There are a few important economic reports this week between Tuesday and Thursday, with Consumer Confidence, Durable Goods, 3rd estimate of GDP and Chicago PMI. Nonetheless, none of these reports are more than "B" kind of reports and unlikely to have a strong impact unless way out of line. Most probable trading range for the week is 11030 to 10300, with a close next Friday around the 200-week MA at 10680.

NASDAQ Friday closing price - 2483

The NASDAQ continues to be the strongest of the indexes in spite of the strong sell-off seen this week. The index dropped 5% in value whereas the other indexes dropped 6.5% in value. In addition, the index not only stayed substantially away from the most recent low at 2338 but was even able to close above the 100-week MA, where the other indexes either closed near or below the 200-week MA. Nonetheless, the index did have a negative reversal this week with higher highs and lower lows than last week and a close in the red and in the lower half of the week's trading range suggesting that further downside is likely to be seen this coming week.
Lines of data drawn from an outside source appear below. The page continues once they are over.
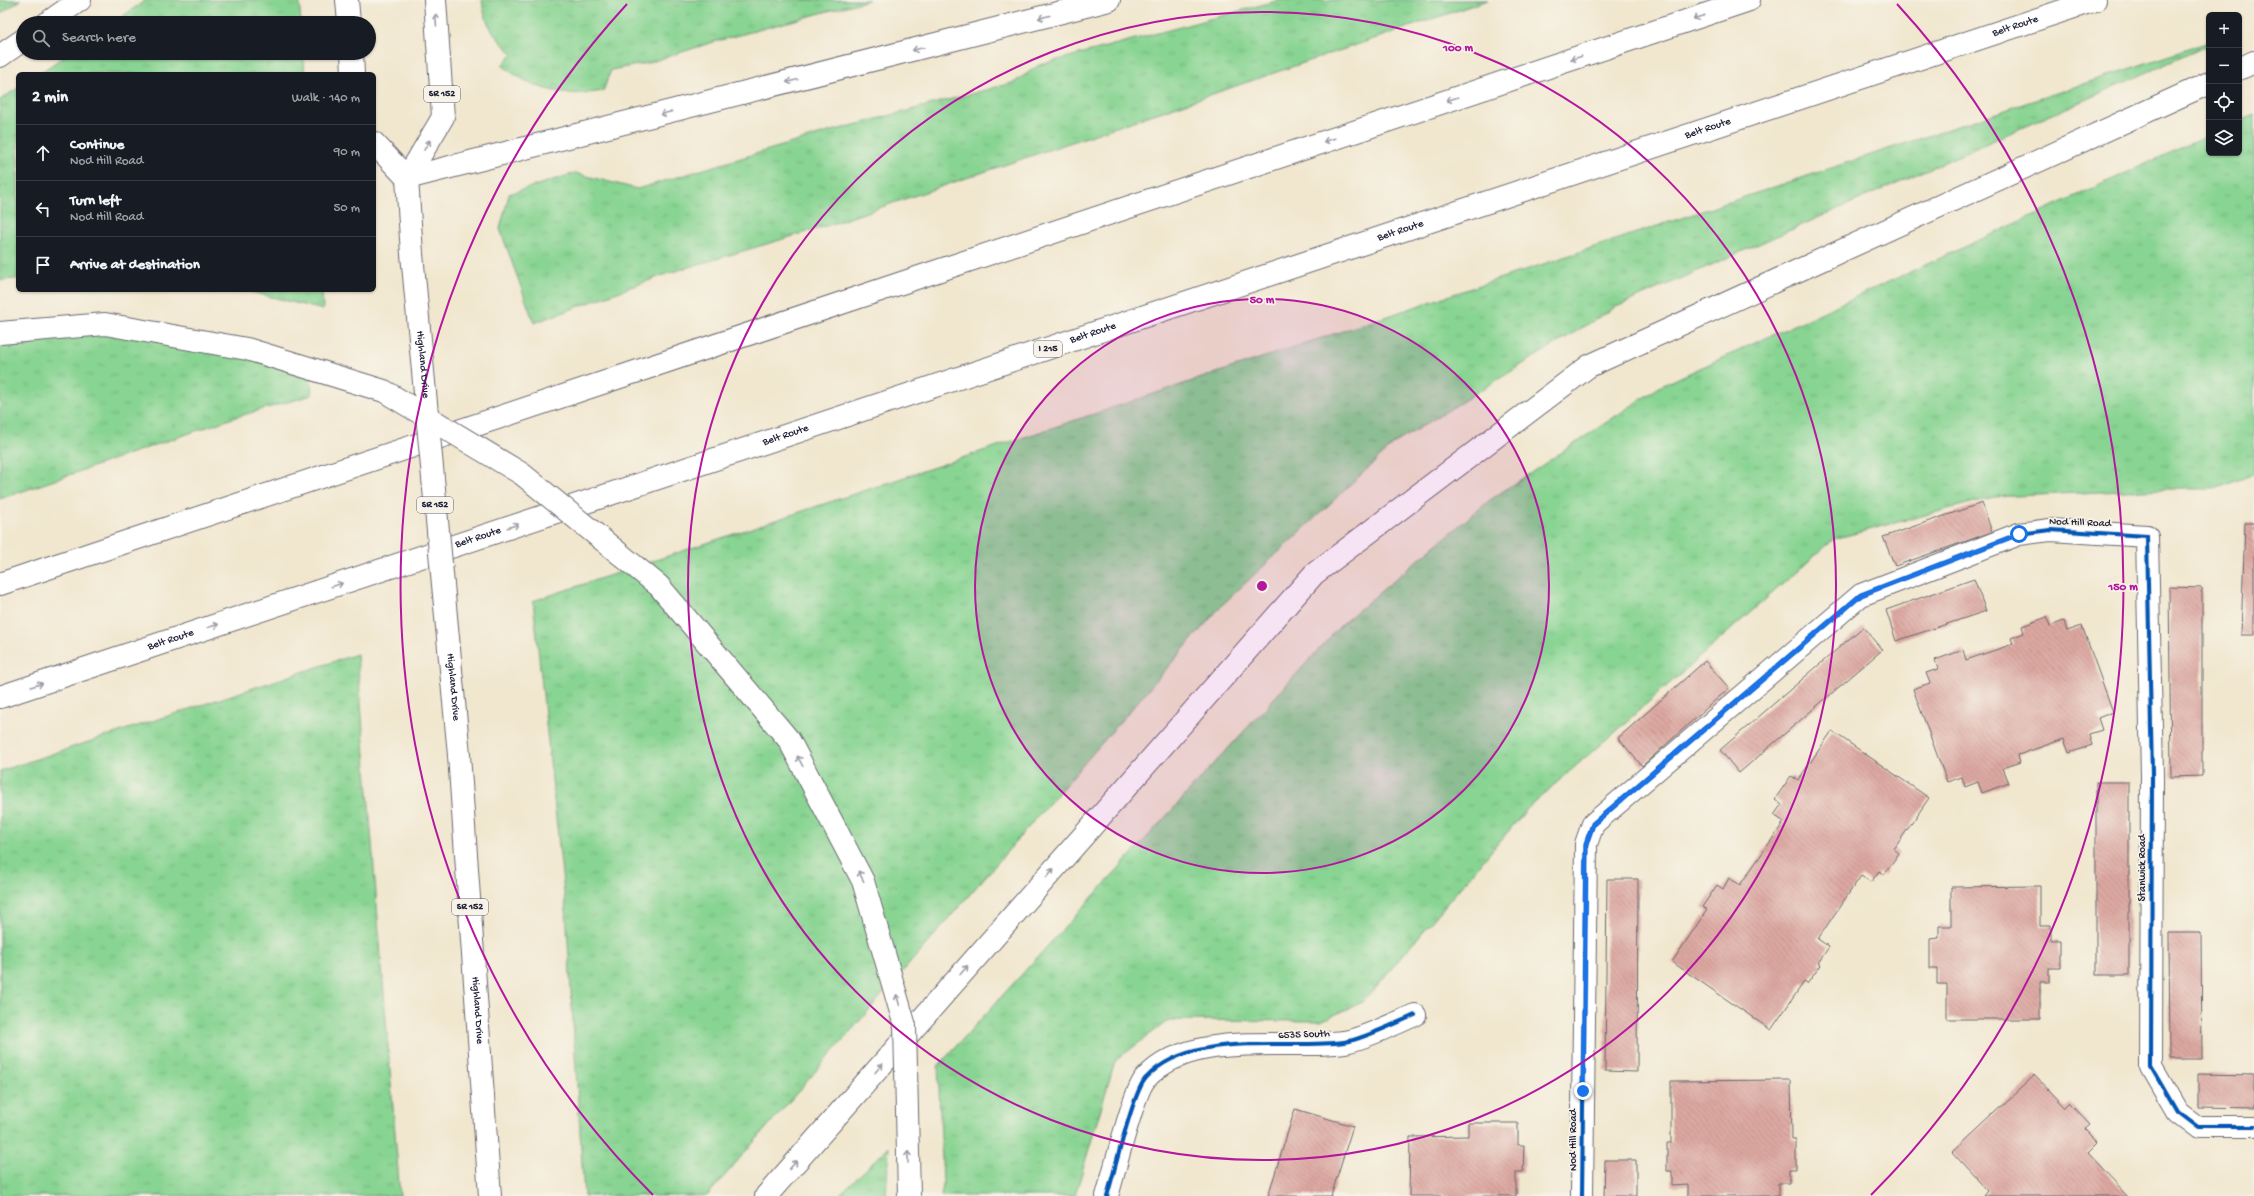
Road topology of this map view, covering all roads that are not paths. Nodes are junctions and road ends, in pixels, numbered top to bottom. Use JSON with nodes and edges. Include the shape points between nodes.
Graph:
{"nodes":[{"id":1,"x":80,"y":0,"type":"edge"},
{"id":2,"x":348,"y":0,"type":"edge"},
{"id":3,"x":434,"y":0,"type":"edge"},
{"id":4,"x":1108,"y":0,"type":"edge"},
{"id":5,"x":1749,"y":0,"type":"edge"},
{"id":6,"x":2095,"y":0,"type":"edge"},
{"id":7,"x":57,"y":16,"type":"edge"},
{"id":8,"x":349,"y":16,"type":"edge"},
{"id":9,"x":16,"y":45,"type":"edge"},
{"id":10,"x":0,"y":56,"type":"edge"},
{"id":11,"x":352,"y":60,"type":"edge"},
{"id":12,"x":2254,"y":62,"type":"edge"},
{"id":13,"x":2242,"y":68,"type":"edge"},
{"id":14,"x":353,"y":72,"type":"edge"},
{"id":15,"x":2207,"y":84,"type":"edge"},
{"id":16,"x":376,"y":145,"type":"edge"},
{"id":17,"x":407,"y":178,"type":"junction"},
{"id":18,"x":0,"y":333,"type":"edge"},
{"id":19,"x":2147,"y":536,"type":"joint"},
{"id":20,"x":0,"y":584,"type":"edge"},
{"id":21,"x":0,"y":697,"type":"edge"},
{"id":22,"x":1415,"y":1015,"type":"dead end"},
{"id":23,"x":2254,"y":1128,"type":"edge"},
{"id":24,"x":490,"y":1196,"type":"edge"},
{"id":25,"x":766,"y":1196,"type":"edge"},
{"id":26,"x":909,"y":1196,"type":"edge"},
{"id":27,"x":1107,"y":1196,"type":"edge"},
{"id":28,"x":1582,"y":1196,"type":"edge"}],
"edges":[{"from":1,"to":7,"type":"main road"},
{"from":2,"to":8,"type":"main road"},
{"from":17,"to":3,"type":"main road","number":"SR 152","one_way":true,"via":[[443,117]]},
{"from":4,"to":17,"type":"main road","one_way":true},
{"from":5,"to":20,"type":"main road","one_way":true},
{"from":21,"to":6,"type":"main road","name":"Belt Route","number":"I 215","one_way":true},
{"from":9,"to":10,"type":"main road"},
{"from":11,"to":14,"type":"main road"},
{"from":12,"to":13,"type":"main road"},
{"from":25,"to":15,"type":"main road","one_way":true,"via":[[1320,569],[1589,366]]},
{"from":16,"to":17,"type":"main road"},
{"from":17,"to":24,"type":"main road","name":"Highland Drive","number":"SR 152","bridge":true,"via":[[459,755]]},
{"from":26,"to":18,"type":"main road","one_way":true,"bridge":true,"via":[[905,1026],[864,881],[789,740],[660,586],[522,474],[384,391],[247,349],[105,324]]},
{"from":19,"to":23,"type":"main road","name":"Stanwick Road","via":[[2152,775],[2150,1066],[2177,1112],[2198,1128]]},
{"from":19,"to":28,"type":"main road","name":"Nod Hill Road","via":[[2050,530],[2019,534],[1861,595],[1593,824],[1586,844]]},
{"from":22,"to":27,"type":"main road","name":"6535 South","via":[[1346,1042],[1214,1047],[1189,1052],[1166,1061],[1145,1079],[1134,1106]]}]}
The NASDAQ has been a decent indicator of the health, or lack thereof, of the indexes and with the index continuing to be the strongest of the 3 it suggests that the traders are still not totally convinced the market is in a downtrend. On the other side of the coin, though, the red close this week (134 points lower than last week's close) makes last week's close into a successful retest of the important 2616 level that was previously strong support and is now considered strong resistance. Such an event also suggests that it is unlikely that any buying of consequence will be seen anytime soon, or at least not until the fundamentals offer a better future than is now being seen.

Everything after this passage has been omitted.